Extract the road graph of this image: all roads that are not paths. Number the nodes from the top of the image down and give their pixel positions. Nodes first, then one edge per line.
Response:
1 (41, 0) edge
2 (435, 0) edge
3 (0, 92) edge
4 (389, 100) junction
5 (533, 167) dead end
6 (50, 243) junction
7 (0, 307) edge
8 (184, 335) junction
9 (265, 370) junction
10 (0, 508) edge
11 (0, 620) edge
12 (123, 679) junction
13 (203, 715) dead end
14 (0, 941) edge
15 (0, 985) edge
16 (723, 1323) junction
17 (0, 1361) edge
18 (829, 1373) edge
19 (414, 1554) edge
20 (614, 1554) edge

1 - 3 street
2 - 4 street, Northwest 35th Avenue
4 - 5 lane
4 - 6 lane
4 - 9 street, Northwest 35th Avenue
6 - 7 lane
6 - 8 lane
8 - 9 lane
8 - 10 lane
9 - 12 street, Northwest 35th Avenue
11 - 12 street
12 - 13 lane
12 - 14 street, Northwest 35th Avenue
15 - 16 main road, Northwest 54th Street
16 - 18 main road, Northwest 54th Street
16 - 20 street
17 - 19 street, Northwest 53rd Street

= = = =

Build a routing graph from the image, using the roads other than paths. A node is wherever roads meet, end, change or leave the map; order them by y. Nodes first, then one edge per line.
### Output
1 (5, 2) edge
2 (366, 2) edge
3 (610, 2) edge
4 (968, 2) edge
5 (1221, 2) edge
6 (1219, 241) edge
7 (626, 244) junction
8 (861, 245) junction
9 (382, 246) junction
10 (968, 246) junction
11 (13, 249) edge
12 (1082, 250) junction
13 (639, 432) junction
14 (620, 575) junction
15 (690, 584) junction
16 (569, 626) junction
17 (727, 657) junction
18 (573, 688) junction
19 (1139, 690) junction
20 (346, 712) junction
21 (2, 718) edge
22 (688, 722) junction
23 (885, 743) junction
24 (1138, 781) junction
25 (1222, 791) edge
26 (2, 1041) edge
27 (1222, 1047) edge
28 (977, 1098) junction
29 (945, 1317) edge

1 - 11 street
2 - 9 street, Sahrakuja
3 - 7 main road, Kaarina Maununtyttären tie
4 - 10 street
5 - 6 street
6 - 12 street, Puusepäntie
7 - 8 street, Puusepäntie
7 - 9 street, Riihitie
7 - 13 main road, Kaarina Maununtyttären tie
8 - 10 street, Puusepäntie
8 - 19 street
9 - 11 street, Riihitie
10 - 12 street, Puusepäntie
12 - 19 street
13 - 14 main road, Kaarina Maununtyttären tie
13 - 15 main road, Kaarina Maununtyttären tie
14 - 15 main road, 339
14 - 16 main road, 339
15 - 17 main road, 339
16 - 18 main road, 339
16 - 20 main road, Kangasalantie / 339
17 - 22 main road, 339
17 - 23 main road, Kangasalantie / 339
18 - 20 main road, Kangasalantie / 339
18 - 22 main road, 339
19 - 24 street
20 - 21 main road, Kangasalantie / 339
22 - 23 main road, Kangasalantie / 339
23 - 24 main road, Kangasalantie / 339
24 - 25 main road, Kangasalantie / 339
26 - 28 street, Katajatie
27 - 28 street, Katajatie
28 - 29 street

= = = =

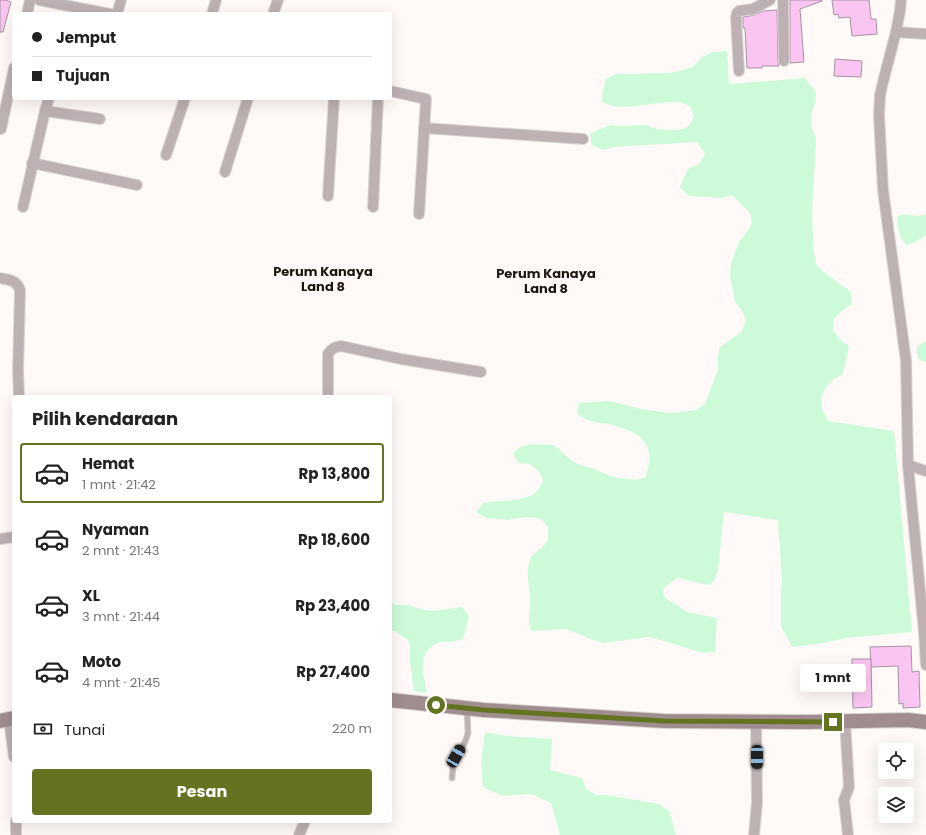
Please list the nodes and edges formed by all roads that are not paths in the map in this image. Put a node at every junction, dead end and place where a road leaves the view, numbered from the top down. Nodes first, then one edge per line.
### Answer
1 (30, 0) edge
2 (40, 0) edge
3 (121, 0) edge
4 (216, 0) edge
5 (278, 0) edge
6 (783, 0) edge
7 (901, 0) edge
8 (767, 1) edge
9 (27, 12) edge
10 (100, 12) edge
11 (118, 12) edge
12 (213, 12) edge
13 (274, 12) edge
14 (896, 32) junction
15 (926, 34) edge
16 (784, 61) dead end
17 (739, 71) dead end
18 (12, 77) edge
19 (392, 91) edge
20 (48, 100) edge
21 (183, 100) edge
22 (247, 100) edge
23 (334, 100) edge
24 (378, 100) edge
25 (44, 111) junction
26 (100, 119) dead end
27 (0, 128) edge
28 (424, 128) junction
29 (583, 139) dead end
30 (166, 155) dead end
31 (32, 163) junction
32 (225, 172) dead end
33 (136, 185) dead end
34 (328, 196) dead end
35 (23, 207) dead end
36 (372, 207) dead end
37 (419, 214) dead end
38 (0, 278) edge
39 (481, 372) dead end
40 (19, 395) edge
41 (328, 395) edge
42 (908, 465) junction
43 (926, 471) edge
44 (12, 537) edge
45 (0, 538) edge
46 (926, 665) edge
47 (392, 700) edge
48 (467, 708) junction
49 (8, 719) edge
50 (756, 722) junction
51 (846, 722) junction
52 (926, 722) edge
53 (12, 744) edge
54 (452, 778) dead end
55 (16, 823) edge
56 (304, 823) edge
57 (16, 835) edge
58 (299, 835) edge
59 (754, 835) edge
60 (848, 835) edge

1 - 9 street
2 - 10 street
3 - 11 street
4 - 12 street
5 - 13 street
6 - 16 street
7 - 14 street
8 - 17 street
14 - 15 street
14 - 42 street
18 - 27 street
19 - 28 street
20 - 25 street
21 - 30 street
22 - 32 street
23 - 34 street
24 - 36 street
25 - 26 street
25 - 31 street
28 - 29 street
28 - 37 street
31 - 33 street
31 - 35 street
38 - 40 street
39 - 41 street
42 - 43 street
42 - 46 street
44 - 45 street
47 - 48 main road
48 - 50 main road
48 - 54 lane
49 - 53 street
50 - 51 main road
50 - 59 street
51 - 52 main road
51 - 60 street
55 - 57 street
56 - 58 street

= = = =

**Work task:** Write out each line of the data that holds the string "Nodes".

**Task response:**
Extract the road graph of this image: all roads that are not paths. Number the nodes from the top of the image down and give their pixel positions. Nodes first, then one edge per line.
Build a routing graph from the image, using the roads other than paths. A node is wherever roads meet, end, change or leave the map; order them by y. Nodes first, then one edge per line.
Please list the nodes and edges formed by all roads that are not paths in the map in this image. Put a node at every junction, dead end and place where a road leaves the view, numbered from the top down. Nodes first, then one edge per line.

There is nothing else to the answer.